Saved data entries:
--- START ---
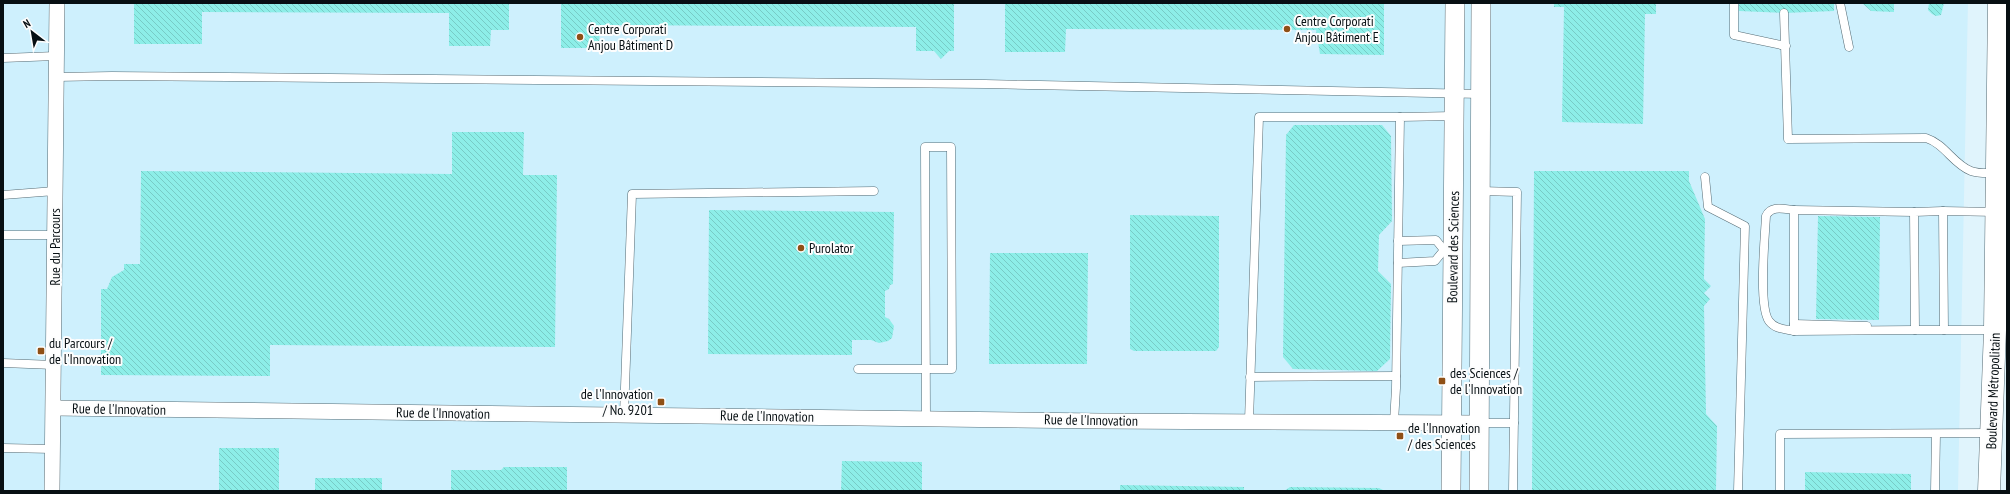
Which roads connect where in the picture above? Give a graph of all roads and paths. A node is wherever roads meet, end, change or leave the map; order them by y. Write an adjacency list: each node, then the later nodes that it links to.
1 (57, 3): 10 (street, Rue du Parcours)
2 (1455, 3): 13 (street, Boulevard des Sciences)
3 (1481, 3): 14 (street, Boulevard des Sciences)
4 (1734, 3): 8 (lane)
5 (1840, 3): 9 (lane)
6 (1999, 3): 17 (main road, Boulevard Métropolitain)
7 (1784, 13): 8 (lane)
8 (1786, 46): 17 (lane)
9 (1849, 47)
10 (56, 56): 11 (lane); 12 (street, Rue du Parcours)
11 (3, 58)
12 (56, 77): 13 (lane); 19 (street, Rue du Parcours)
13 (1454, 93): 14 (lane); 15 (street, Boulevard des Sciences)
14 (1482, 94): 21 (street, Boulevard des Sciences)
15 (1454, 116): 16 (lane); 30 (street, Boulevard des Sciences)
16 (1400, 117): 29 (lane); 41 (lane)
17 (1998, 173): 26 (main road, Boulevard Métropolitain)
18 (1705, 178): 58 (lane)
19 (55, 191): 22 (lane); 28 (street, Rue du Parcours)
20 (874, 191): 43 (lane)
21 (1481, 191): 48 (street, Boulevard des Sciences); 49 (lane)
22 (3, 195)
23 (1794, 210): 25 (lane); 32 (lane); 32 (lane)
24 (1943, 211): 25 (lane); 26 (lane); 34 (lane)
25 (1914, 212): 33 (lane)
26 (1997, 212): 35 (main road, Boulevard Métropolitain)
27 (3, 235): 28 (lane)
28 (55, 235): 37 (street, Rue du Parcours)
29 (1398, 241): 30 (lane); 31 (lane)
30 (1448, 251): 31 (lane); 47 (street, Boulevard des Sciences)
31 (1398, 263): 40 (lane)
32 (1794, 327): 33 (lane)
33 (1915, 330): 34 (lane)
34 (1944, 330): 35 (lane)
35 (1995, 330): 50 (main road, Boulevard Métropolitain)
36 (3, 363): 37 (lane)
37 (54, 365): 42 (street, Rue du Parcours)
38 (926, 368): 38 (lane); 39 (lane); 44 (lane)
39 (858, 369)
40 (1396, 376): 41 (lane); 46 (lane)
41 (1250, 377): 45 (lane)
42 (54, 408): 43 (street, Rue de l'Innovation); 53 (street, Rue du Parcours)
43 (624, 414): 44 (street, Rue de l'Innovation)
44 (926, 417): 45 (street, Rue de l'Innovation)
45 (1249, 421): 46 (street, Rue de l'Innovation)
46 (1394, 422): 47 (street, Rue de l'Innovation)
47 (1451, 422): 48 (street, Rue de l'Innovation); 55 (street, Boulevard des Sciences)
48 (1480, 422): 49 (lane); 56 (street, Boulevard des Sciences)
49 (1514, 423): 57 (lane)
50 (1992, 433): 51 (lane); 61 (main road, Boulevard Métropolitain)
51 (1936, 434): 59 (lane); 60 (lane)
52 (3, 448): 53 (lane)
53 (53, 448): 54 (street, Rue du Parcours)
54 (52, 491)
55 (1450, 491)
56 (1479, 491)
57 (1513, 491)
58 (1738, 491)
59 (1780, 491)
60 (1935, 491)
61 (1988, 491)

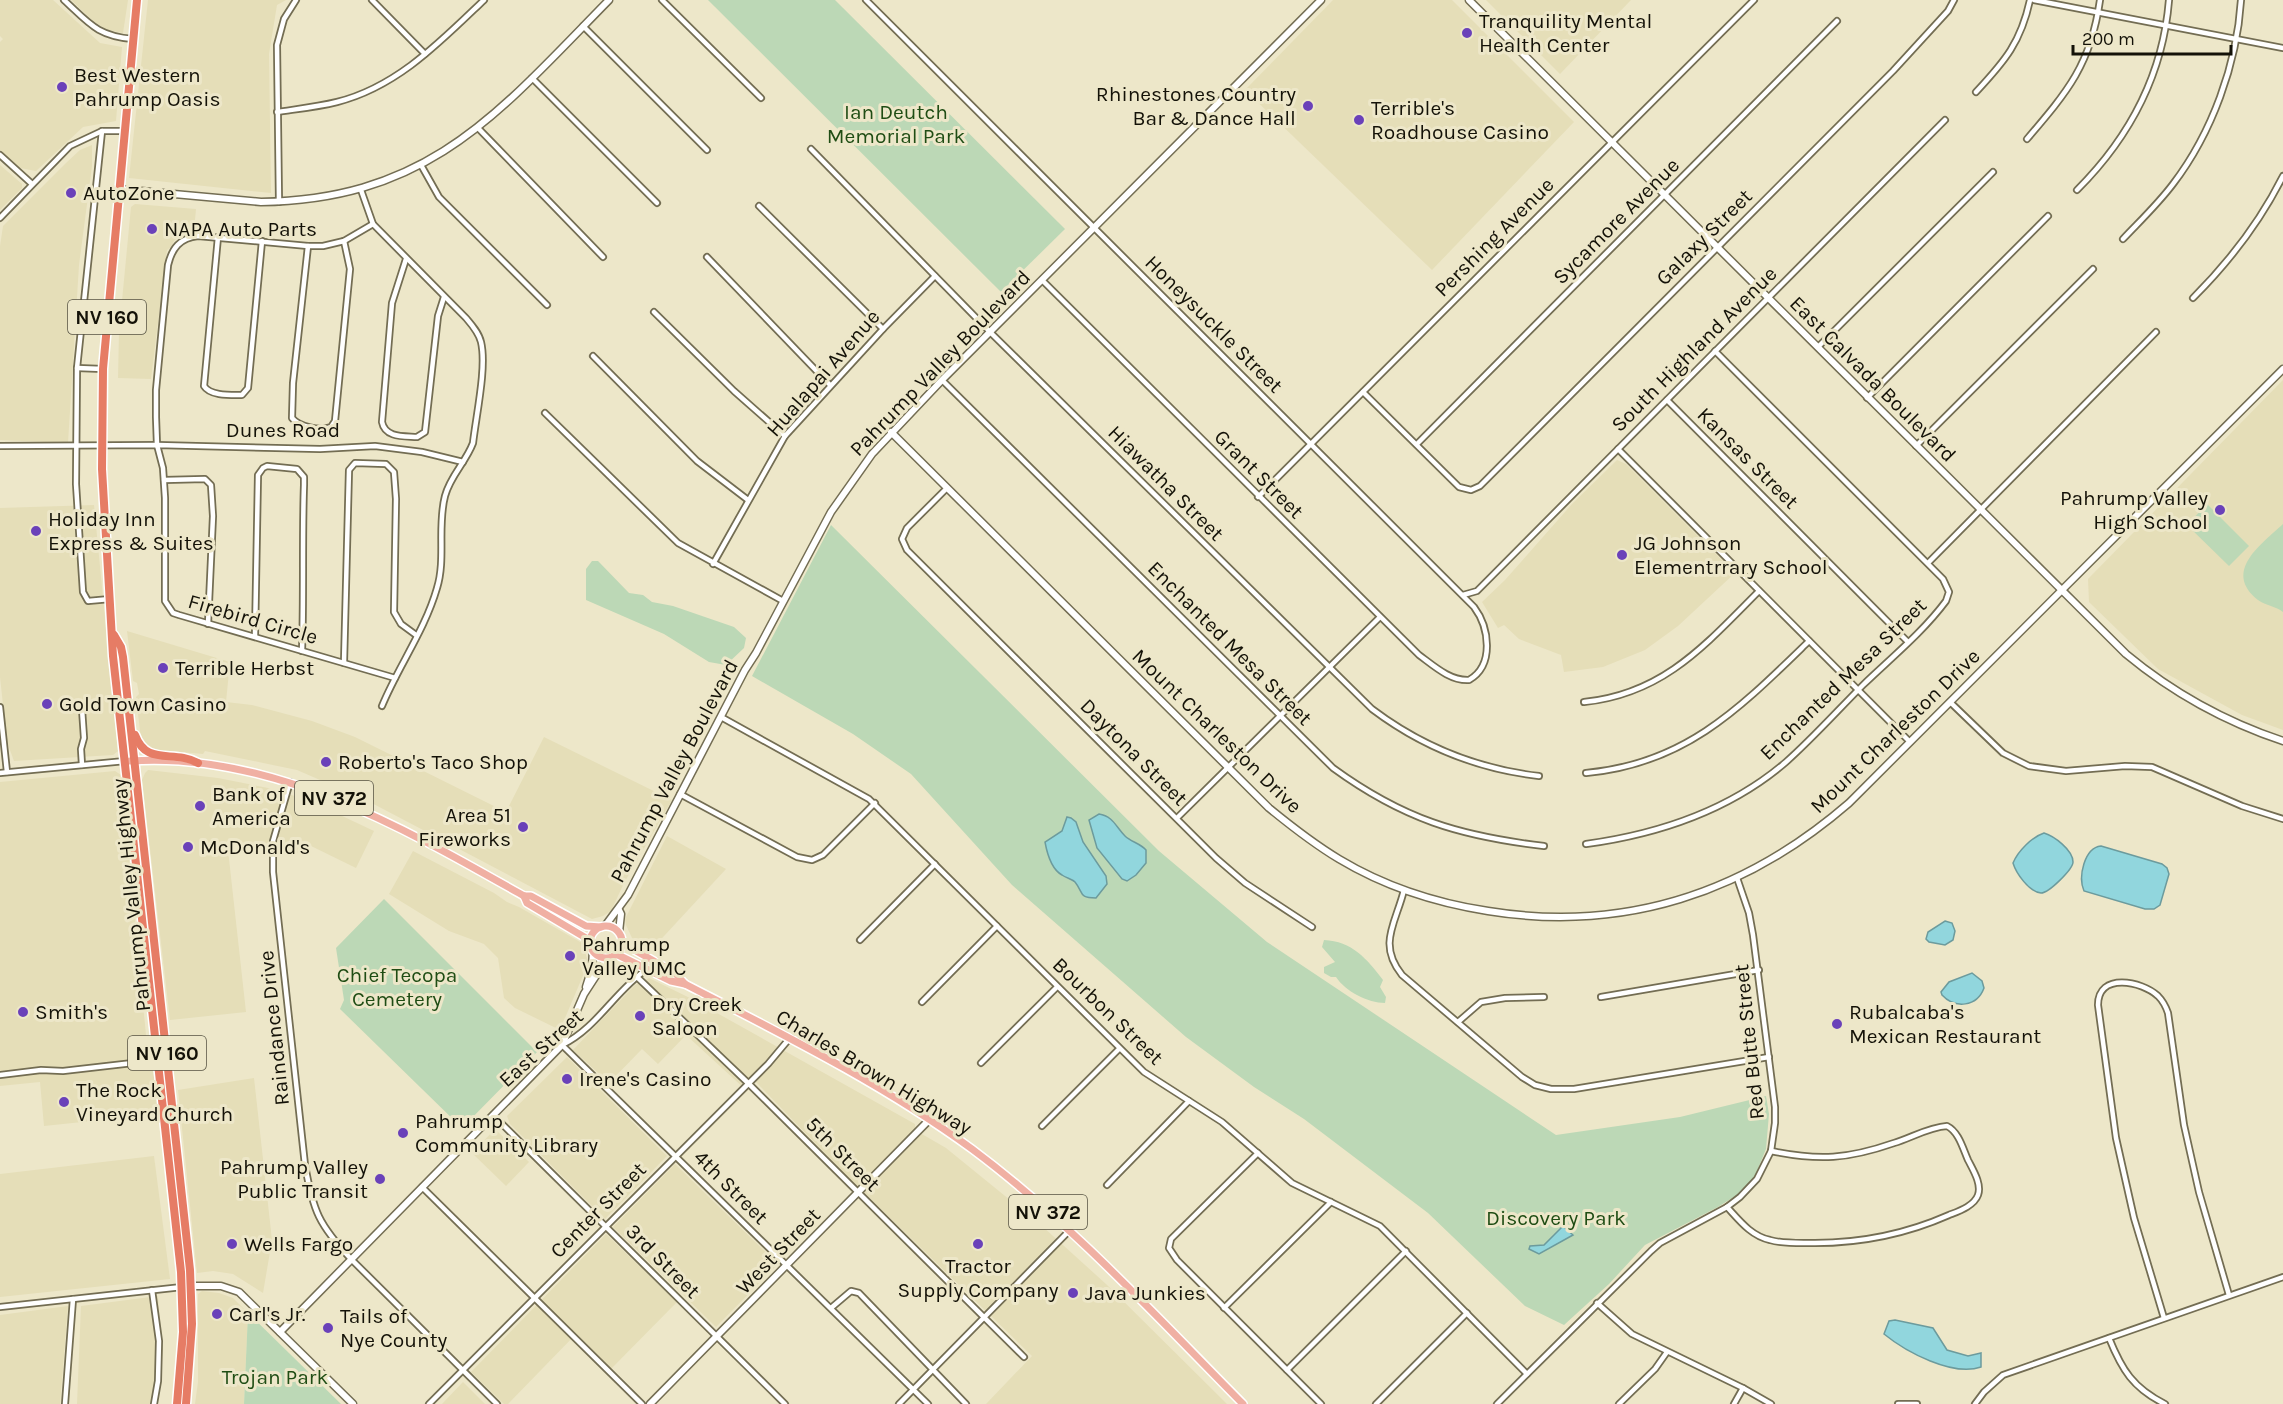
--- END ---
YOUR ASSIGNMENT | Excluding the pictures, output every entry above without alteration.

EXERCISE SOLUTION |
Which roads connect where in the picture above? Give a graph of all roads and paths. A node is wherever roads meet, end, change or leave the map; order them by y. Write an adjacency list: each node, then the later nodes that it links to.
1 (57, 3): 10 (street, Rue du Parcours)
2 (1455, 3): 13 (street, Boulevard des Sciences)
3 (1481, 3): 14 (street, Boulevard des Sciences)
4 (1734, 3): 8 (lane)
5 (1840, 3): 9 (lane)
6 (1999, 3): 17 (main road, Boulevard Métropolitain)
7 (1784, 13): 8 (lane)
8 (1786, 46): 17 (lane)
9 (1849, 47)
10 (56, 56): 11 (lane); 12 (street, Rue du Parcours)
11 (3, 58)
12 (56, 77): 13 (lane); 19 (street, Rue du Parcours)
13 (1454, 93): 14 (lane); 15 (street, Boulevard des Sciences)
14 (1482, 94): 21 (street, Boulevard des Sciences)
15 (1454, 116): 16 (lane); 30 (street, Boulevard des Sciences)
16 (1400, 117): 29 (lane); 41 (lane)
17 (1998, 173): 26 (main road, Boulevard Métropolitain)
18 (1705, 178): 58 (lane)
19 (55, 191): 22 (lane); 28 (street, Rue du Parcours)
20 (874, 191): 43 (lane)
21 (1481, 191): 48 (street, Boulevard des Sciences); 49 (lane)
22 (3, 195)
23 (1794, 210): 25 (lane); 32 (lane); 32 (lane)
24 (1943, 211): 25 (lane); 26 (lane); 34 (lane)
25 (1914, 212): 33 (lane)
26 (1997, 212): 35 (main road, Boulevard Métropolitain)
27 (3, 235): 28 (lane)
28 (55, 235): 37 (street, Rue du Parcours)
29 (1398, 241): 30 (lane); 31 (lane)
30 (1448, 251): 31 (lane); 47 (street, Boulevard des Sciences)
31 (1398, 263): 40 (lane)
32 (1794, 327): 33 (lane)
33 (1915, 330): 34 (lane)
34 (1944, 330): 35 (lane)
35 (1995, 330): 50 (main road, Boulevard Métropolitain)
36 (3, 363): 37 (lane)
37 (54, 365): 42 (street, Rue du Parcours)
38 (926, 368): 38 (lane); 39 (lane); 44 (lane)
39 (858, 369)
40 (1396, 376): 41 (lane); 46 (lane)
41 (1250, 377): 45 (lane)
42 (54, 408): 43 (street, Rue de l'Innovation); 53 (street, Rue du Parcours)
43 (624, 414): 44 (street, Rue de l'Innovation)
44 (926, 417): 45 (street, Rue de l'Innovation)
45 (1249, 421): 46 (street, Rue de l'Innovation)
46 (1394, 422): 47 (street, Rue de l'Innovation)
47 (1451, 422): 48 (street, Rue de l'Innovation); 55 (street, Boulevard des Sciences)
48 (1480, 422): 49 (lane); 56 (street, Boulevard des Sciences)
49 (1514, 423): 57 (lane)
50 (1992, 433): 51 (lane); 61 (main road, Boulevard Métropolitain)
51 (1936, 434): 59 (lane); 60 (lane)
52 (3, 448): 53 (lane)
53 (53, 448): 54 (street, Rue du Parcours)
54 (52, 491)
55 (1450, 491)
56 (1479, 491)
57 (1513, 491)
58 (1738, 491)
59 (1780, 491)
60 (1935, 491)
61 (1988, 491)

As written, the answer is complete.